[Source records]:
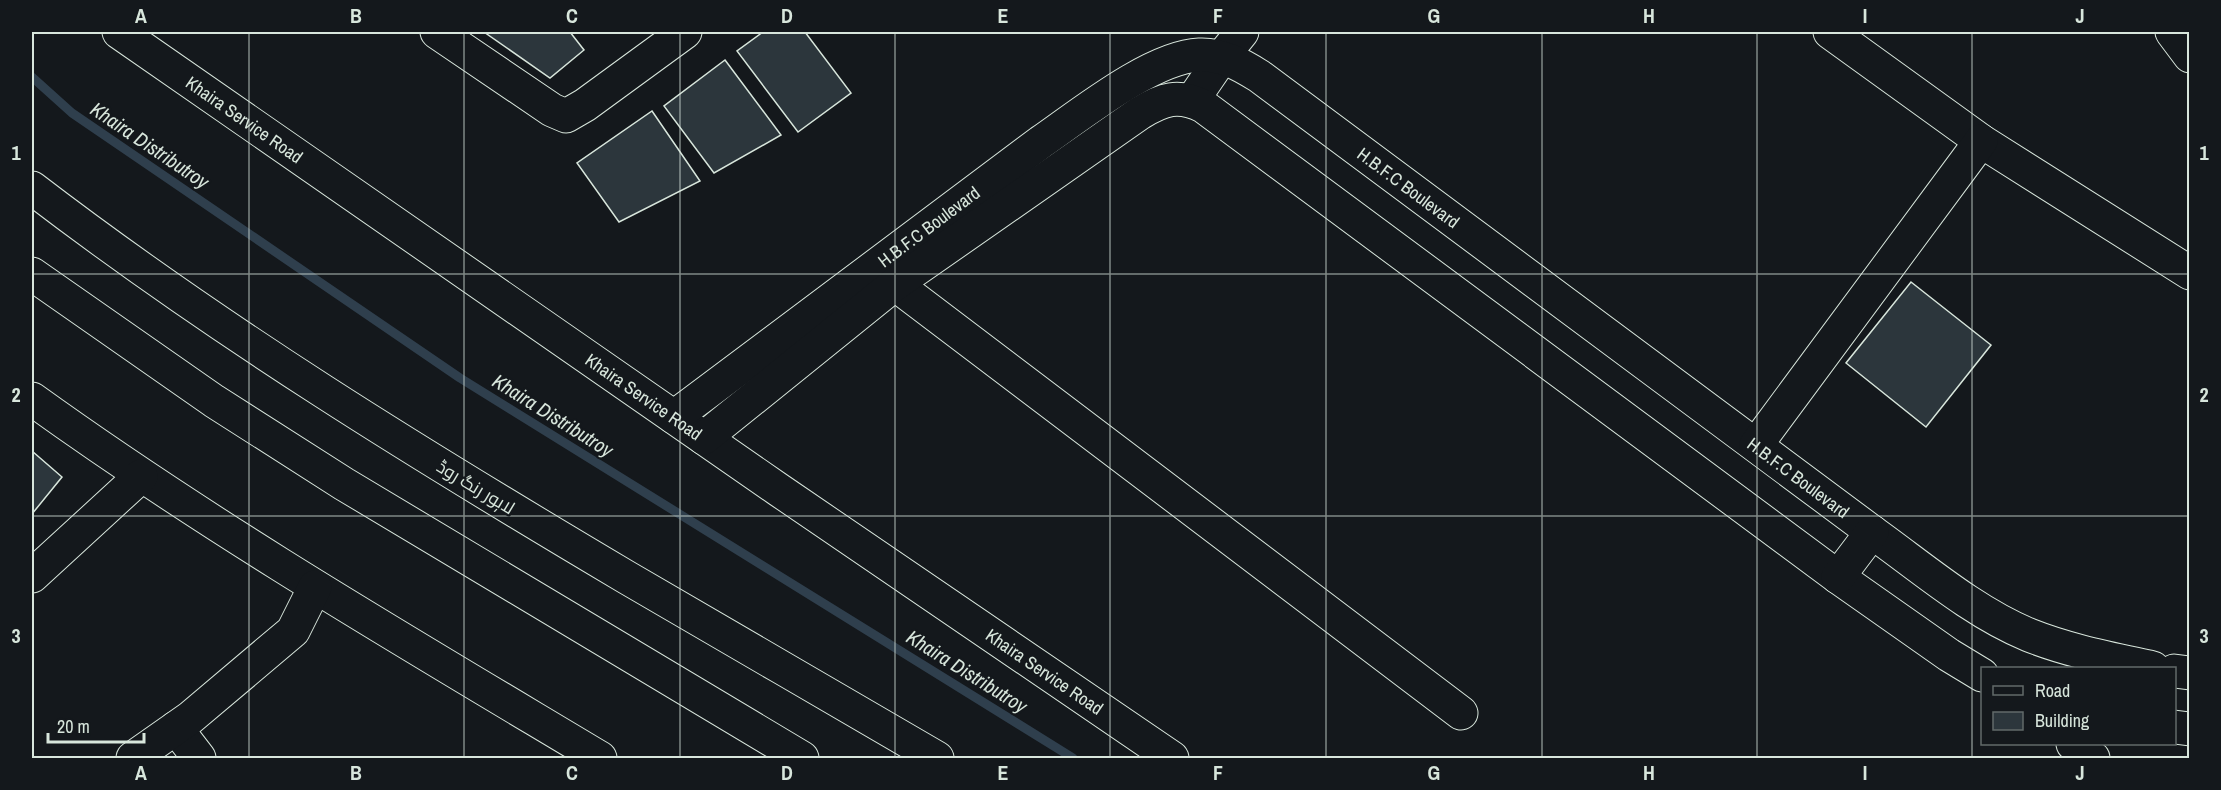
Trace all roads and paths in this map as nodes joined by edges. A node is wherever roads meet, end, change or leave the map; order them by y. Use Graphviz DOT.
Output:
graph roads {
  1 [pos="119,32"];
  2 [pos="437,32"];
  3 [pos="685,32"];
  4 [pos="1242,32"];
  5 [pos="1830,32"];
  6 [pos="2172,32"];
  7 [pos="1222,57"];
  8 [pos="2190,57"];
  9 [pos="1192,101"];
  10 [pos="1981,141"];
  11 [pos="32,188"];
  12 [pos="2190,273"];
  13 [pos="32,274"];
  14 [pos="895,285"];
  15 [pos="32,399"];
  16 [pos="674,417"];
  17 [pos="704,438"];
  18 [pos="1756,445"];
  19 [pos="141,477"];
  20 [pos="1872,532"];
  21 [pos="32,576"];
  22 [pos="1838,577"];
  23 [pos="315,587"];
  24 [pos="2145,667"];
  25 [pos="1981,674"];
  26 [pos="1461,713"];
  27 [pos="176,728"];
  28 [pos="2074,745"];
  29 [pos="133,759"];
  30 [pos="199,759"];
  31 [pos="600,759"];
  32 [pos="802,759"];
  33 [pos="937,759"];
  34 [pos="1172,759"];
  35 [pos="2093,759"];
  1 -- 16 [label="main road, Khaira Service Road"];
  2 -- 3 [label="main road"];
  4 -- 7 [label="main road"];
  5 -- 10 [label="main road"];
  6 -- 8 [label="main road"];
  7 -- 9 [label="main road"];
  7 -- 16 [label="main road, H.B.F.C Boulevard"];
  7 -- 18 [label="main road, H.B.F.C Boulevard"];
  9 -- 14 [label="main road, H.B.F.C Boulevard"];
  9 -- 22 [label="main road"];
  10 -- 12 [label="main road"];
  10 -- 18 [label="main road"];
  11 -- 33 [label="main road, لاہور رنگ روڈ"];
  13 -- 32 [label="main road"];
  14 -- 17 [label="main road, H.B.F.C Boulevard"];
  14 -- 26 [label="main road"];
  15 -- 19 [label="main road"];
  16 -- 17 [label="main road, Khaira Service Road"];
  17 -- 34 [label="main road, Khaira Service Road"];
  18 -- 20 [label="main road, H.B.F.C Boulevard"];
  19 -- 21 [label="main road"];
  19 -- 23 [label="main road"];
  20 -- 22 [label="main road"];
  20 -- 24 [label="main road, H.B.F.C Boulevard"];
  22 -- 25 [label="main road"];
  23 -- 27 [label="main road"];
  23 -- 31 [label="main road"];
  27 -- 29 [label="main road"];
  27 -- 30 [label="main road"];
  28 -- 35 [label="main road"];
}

[PROBLEM TO WORK ON]: Among the records above, find the lines where the word "roads" appears and copy them.

[ANSWER TO THIS PROBLEM]:
Trace all roads and paths in this map as nodes joined by edges. A node is wherever roads meet, end, change or leave the map; order them by y. Use Graphviz DOT.
graph roads {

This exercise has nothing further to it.